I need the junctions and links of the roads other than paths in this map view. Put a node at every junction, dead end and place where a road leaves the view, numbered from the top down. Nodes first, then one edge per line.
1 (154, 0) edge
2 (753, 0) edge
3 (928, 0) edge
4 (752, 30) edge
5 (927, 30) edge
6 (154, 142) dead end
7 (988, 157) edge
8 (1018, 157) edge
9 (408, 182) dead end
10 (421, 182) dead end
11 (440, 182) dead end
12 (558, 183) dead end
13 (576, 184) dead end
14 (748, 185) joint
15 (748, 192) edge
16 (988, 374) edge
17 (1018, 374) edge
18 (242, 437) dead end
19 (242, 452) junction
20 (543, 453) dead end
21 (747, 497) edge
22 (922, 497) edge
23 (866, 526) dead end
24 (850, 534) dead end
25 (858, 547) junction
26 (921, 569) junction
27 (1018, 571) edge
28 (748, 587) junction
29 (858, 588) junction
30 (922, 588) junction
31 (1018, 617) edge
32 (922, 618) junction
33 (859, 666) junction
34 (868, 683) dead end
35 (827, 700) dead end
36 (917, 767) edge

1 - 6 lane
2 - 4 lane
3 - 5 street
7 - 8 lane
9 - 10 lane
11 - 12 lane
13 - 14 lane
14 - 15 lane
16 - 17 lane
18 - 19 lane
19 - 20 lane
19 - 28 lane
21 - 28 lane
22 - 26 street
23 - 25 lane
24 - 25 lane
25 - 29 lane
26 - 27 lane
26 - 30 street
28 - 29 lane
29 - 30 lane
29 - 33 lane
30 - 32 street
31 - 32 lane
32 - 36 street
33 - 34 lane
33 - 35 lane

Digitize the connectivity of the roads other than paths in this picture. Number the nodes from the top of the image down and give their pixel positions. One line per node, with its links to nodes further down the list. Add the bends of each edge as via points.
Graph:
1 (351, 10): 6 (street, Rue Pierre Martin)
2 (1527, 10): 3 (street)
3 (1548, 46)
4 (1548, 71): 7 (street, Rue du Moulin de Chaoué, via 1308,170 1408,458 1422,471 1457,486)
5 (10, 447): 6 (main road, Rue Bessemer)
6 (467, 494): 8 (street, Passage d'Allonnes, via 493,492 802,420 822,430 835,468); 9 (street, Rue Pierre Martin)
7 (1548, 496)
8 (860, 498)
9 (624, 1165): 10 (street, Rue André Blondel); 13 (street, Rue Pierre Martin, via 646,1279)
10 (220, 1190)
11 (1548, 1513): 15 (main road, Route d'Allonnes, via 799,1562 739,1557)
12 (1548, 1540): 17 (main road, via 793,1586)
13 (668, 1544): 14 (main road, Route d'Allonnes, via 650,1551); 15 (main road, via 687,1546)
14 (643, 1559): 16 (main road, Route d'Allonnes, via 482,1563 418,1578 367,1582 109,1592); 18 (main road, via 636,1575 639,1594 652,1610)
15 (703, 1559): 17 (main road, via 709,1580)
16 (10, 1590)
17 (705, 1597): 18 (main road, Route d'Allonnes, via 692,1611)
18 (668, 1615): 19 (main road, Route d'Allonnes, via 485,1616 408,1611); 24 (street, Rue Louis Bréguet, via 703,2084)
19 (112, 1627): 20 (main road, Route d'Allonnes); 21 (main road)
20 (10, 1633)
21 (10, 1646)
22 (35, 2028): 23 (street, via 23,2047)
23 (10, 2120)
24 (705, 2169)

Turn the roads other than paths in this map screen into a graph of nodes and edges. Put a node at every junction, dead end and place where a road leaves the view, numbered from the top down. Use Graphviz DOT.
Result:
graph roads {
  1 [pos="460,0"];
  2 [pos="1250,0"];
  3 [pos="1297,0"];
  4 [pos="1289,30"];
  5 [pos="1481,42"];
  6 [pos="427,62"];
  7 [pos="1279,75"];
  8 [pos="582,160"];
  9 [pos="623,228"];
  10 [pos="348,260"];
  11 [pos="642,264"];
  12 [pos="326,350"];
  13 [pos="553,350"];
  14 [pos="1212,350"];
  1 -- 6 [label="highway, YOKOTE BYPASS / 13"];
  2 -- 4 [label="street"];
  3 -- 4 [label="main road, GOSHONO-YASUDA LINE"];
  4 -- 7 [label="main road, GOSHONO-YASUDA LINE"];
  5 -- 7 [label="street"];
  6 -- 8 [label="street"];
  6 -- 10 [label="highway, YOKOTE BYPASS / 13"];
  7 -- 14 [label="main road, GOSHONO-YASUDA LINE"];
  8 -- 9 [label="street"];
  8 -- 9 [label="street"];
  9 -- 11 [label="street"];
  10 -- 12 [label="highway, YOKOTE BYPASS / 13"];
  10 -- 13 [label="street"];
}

* * *

→ Task details:
Repeat each of the entries exactly as written.

→ Task answer:
I need the junctions and links of the roads other than paths in this map view. Put a node at every junction, dead end and place where a road leaves the view, numbered from the top down. Nodes first, then one edge per line.
1 (154, 0) edge
2 (753, 0) edge
3 (928, 0) edge
4 (752, 30) edge
5 (927, 30) edge
6 (154, 142) dead end
7 (988, 157) edge
8 (1018, 157) edge
9 (408, 182) dead end
10 (421, 182) dead end
11 (440, 182) dead end
12 (558, 183) dead end
13 (576, 184) dead end
14 (748, 185) joint
15 (748, 192) edge
16 (988, 374) edge
17 (1018, 374) edge
18 (242, 437) dead end
19 (242, 452) junction
20 (543, 453) dead end
21 (747, 497) edge
22 (922, 497) edge
23 (866, 526) dead end
24 (850, 534) dead end
25 (858, 547) junction
26 (921, 569) junction
27 (1018, 571) edge
28 (748, 587) junction
29 (858, 588) junction
30 (922, 588) junction
31 (1018, 617) edge
32 (922, 618) junction
33 (859, 666) junction
34 (868, 683) dead end
35 (827, 700) dead end
36 (917, 767) edge

1 - 6 lane
2 - 4 lane
3 - 5 street
7 - 8 lane
9 - 10 lane
11 - 12 lane
13 - 14 lane
14 - 15 lane
16 - 17 lane
18 - 19 lane
19 - 20 lane
19 - 28 lane
21 - 28 lane
22 - 26 street
23 - 25 lane
24 - 25 lane
25 - 29 lane
26 - 27 lane
26 - 30 street
28 - 29 lane
29 - 30 lane
29 - 33 lane
30 - 32 street
31 - 32 lane
32 - 36 street
33 - 34 lane
33 - 35 lane

Digitize the connectivity of the roads other than paths in this picture. Number the nodes from the top of the image down and give their pixel positions. One line per node, with its links to nodes further down the list. Add the bends of each edge as via points.
Graph:
1 (351, 10): 6 (street, Rue Pierre Martin)
2 (1527, 10): 3 (street)
3 (1548, 46)
4 (1548, 71): 7 (street, Rue du Moulin de Chaoué, via 1308,170 1408,458 1422,471 1457,486)
5 (10, 447): 6 (main road, Rue Bessemer)
6 (467, 494): 8 (street, Passage d'Allonnes, via 493,492 802,420 822,430 835,468); 9 (street, Rue Pierre Martin)
7 (1548, 496)
8 (860, 498)
9 (624, 1165): 10 (street, Rue André Blondel); 13 (street, Rue Pierre Martin, via 646,1279)
10 (220, 1190)
11 (1548, 1513): 15 (main road, Route d'Allonnes, via 799,1562 739,1557)
12 (1548, 1540): 17 (main road, via 793,1586)
13 (668, 1544): 14 (main road, Route d'Allonnes, via 650,1551); 15 (main road, via 687,1546)
14 (643, 1559): 16 (main road, Route d'Allonnes, via 482,1563 418,1578 367,1582 109,1592); 18 (main road, via 636,1575 639,1594 652,1610)
15 (703, 1559): 17 (main road, via 709,1580)
16 (10, 1590)
17 (705, 1597): 18 (main road, Route d'Allonnes, via 692,1611)
18 (668, 1615): 19 (main road, Route d'Allonnes, via 485,1616 408,1611); 24 (street, Rue Louis Bréguet, via 703,2084)
19 (112, 1627): 20 (main road, Route d'Allonnes); 21 (main road)
20 (10, 1633)
21 (10, 1646)
22 (35, 2028): 23 (street, via 23,2047)
23 (10, 2120)
24 (705, 2169)

Turn the roads other than paths in this map screen into a graph of nodes and edges. Put a node at every junction, dead end and place where a road leaves the view, numbered from the top down. Use Graphviz DOT.
Result:
graph roads {
  1 [pos="460,0"];
  2 [pos="1250,0"];
  3 [pos="1297,0"];
  4 [pos="1289,30"];
  5 [pos="1481,42"];
  6 [pos="427,62"];
  7 [pos="1279,75"];
  8 [pos="582,160"];
  9 [pos="623,228"];
  10 [pos="348,260"];
  11 [pos="642,264"];
  12 [pos="326,350"];
  13 [pos="553,350"];
  14 [pos="1212,350"];
  1 -- 6 [label="highway, YOKOTE BYPASS / 13"];
  2 -- 4 [label="street"];
  3 -- 4 [label="main road, GOSHONO-YASUDA LINE"];
  4 -- 7 [label="main road, GOSHONO-YASUDA LINE"];
  5 -- 7 [label="street"];
  6 -- 8 [label="street"];
  6 -- 10 [label="highway, YOKOTE BYPASS / 13"];
  7 -- 14 [label="main road, GOSHONO-YASUDA LINE"];
  8 -- 9 [label="street"];
  8 -- 9 [label="street"];
  9 -- 11 [label="street"];
  10 -- 12 [label="highway, YOKOTE BYPASS / 13"];
  10 -- 13 [label="street"];
}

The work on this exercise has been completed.